21 dicembre 2010 – 21 dicembre 2012, meno due al gran finale (per i Maya)

Esiste una realtà sul nostro pianeta che, da millenni, fa arrabbiare come niente altro l’umano medio. È intangibile, invisibile, priva di suoni ed odori, ma [...]

Esiste una realtà sul nostro pianeta che, da millenni, fa arrabbiare come niente altro l’umano medio. È intangibile, invisibile, priva di suoni ed odori, ma diavolo, vincola da sempre la vita umana e, soprattutto, cosa da non dimenticare, non ne vuole sapere di essere incatenato, soggiogato al potere della razza eletta, non lo fa, non si arrende, nemmeno sotto tortura, né sotto pagamento di una ingente quantità di denaro vario, anche perchè, che gli frega, si è, visto passare tra le mani tutto il denaro del mondo, tutto l’oro del pianeta, tutte le vite che sono nate, cresciute, invecchiate e poi decedute sulla Terra. No, non è il sole, il sole è più limitato di lui, perchè lui, nella fattispecie, “LUI”, è quella cosa che ci sveglia al mattino, dice che ormai è tardi e si deve andare a dormire, che lo si richiama dicendo “accidenti, sono già passati venti anni?” e lo si maledice a 15 anni perchè “mi mancano addirittura tre anni alla patente”. E’ il TEMPO.

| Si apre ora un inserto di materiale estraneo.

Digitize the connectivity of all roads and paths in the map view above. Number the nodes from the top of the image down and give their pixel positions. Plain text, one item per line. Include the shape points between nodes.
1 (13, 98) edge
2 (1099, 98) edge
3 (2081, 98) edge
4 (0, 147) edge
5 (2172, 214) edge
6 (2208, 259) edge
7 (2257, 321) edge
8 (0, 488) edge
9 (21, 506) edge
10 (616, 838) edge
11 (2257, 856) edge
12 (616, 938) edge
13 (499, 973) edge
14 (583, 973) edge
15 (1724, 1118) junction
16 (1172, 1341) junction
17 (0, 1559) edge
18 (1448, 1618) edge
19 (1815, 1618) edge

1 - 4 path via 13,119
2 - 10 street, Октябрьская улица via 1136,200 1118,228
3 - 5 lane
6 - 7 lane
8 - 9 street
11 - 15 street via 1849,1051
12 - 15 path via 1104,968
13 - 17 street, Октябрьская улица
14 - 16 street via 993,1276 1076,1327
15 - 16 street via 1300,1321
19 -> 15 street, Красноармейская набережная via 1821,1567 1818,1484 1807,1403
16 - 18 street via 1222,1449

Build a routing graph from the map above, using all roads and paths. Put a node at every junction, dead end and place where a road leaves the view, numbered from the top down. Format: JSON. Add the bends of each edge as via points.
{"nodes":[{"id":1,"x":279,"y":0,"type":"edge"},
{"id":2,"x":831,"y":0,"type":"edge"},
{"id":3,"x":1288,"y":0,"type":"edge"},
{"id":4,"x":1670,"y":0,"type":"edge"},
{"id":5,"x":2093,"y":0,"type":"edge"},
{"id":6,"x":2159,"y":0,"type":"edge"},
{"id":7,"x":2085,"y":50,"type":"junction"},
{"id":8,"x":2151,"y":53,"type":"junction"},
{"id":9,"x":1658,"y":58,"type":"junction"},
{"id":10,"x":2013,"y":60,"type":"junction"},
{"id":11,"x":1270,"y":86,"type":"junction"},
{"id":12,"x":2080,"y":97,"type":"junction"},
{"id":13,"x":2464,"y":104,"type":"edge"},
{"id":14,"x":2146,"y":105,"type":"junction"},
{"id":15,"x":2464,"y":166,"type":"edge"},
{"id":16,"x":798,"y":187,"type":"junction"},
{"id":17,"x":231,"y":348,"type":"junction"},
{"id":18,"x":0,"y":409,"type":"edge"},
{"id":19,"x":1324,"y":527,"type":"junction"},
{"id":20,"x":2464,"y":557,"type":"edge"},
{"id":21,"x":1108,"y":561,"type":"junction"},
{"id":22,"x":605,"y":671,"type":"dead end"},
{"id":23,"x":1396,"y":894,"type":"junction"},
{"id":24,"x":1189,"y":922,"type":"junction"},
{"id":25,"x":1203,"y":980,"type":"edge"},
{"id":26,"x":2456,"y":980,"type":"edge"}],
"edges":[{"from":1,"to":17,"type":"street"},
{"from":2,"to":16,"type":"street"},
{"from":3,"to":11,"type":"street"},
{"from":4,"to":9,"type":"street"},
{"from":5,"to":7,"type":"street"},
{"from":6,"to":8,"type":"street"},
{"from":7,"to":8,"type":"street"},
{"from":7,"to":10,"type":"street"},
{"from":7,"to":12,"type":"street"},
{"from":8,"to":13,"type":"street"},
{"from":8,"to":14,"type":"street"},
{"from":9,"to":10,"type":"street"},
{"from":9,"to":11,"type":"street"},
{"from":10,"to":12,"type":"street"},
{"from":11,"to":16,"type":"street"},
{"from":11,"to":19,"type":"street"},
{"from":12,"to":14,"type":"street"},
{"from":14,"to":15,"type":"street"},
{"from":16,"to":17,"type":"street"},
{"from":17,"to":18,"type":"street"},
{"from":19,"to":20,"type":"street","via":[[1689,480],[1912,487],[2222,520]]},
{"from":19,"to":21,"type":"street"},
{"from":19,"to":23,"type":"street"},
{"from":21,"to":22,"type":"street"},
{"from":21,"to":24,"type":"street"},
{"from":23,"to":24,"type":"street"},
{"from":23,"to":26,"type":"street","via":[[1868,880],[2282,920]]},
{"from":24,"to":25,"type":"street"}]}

Ore, minuti, secondi, giorni, mesi e settimane che ti trascinano volente o nolente a domani, e poi domani di nuovo, finché domani sarà l’anno prossimo eccetera eccetera eccetera. Inutile prendersi in giro, l’avremmo imbrigliato, il tempo, se fosse stato possibile, ma per fortuna, per quello che ne sappiamo, non si può. E qui, si comincia ad avere una certa tensione. “Spazio, ultima frontiera”, verrebbe da dire, “data astrale, 21 – 12 – 2010”. Essì, ci siamo, se i Maya sapessero, cioè, no, i Maya sapevano, ed anche bene: inutile prenderci in giro, di nuovo: per gli inventori dello “zero matematico”, abbiamo ancora due anni di vita, poi, al 21 dicembre del 2012 è destinata a finire una delle ere dei Maya, la quinta, quella dell’Oro ed il passaggio alla prossima sarà caratterizzato da incredibili sconvolgimenti che ripuliranno la Terra e faranno ripartire la vita. Non così male a pensarci, visto lo stato attuale dell’ambiente, peccato, si sia parte dell’enorme reset planetario, praticamente una formattazione del server principale, e poi si re – installa tutto e via di nuovo. Sarà vero? Non si tocca il tempo, quindi non posiamo andare direttamente al 22 dicembre del 2012 e vedere “che tempo fa”, non resta che aspettare che passi alla sua maniera, veloce o lento, come gli pare, e viverci i prossimi 730 giorni in pace. Anzi, pensare che scherzo del destino, che poi è sempre tempo che passa: il 2012 è pure bisestile, quindi, il consiglio potrebbe essere uno: fare finta che quel giorno regalato, il 29 febbraio del 2012, valga tutta una vita, così, essendo a sua volta una parentesi di esperienze di parentesi di vita strattonate dal tempo, faccia pensare di meno a qualunque cosa di inevitabile possa attenderci. Una cosa, ad ogni modo, è certa, al tempo, interesserà poco, lui continuerà a scorrere tranquillo, quello che che si dovrebbe scoprire, è se ci sarà qualcuno capace di misurarlo. (d.r.)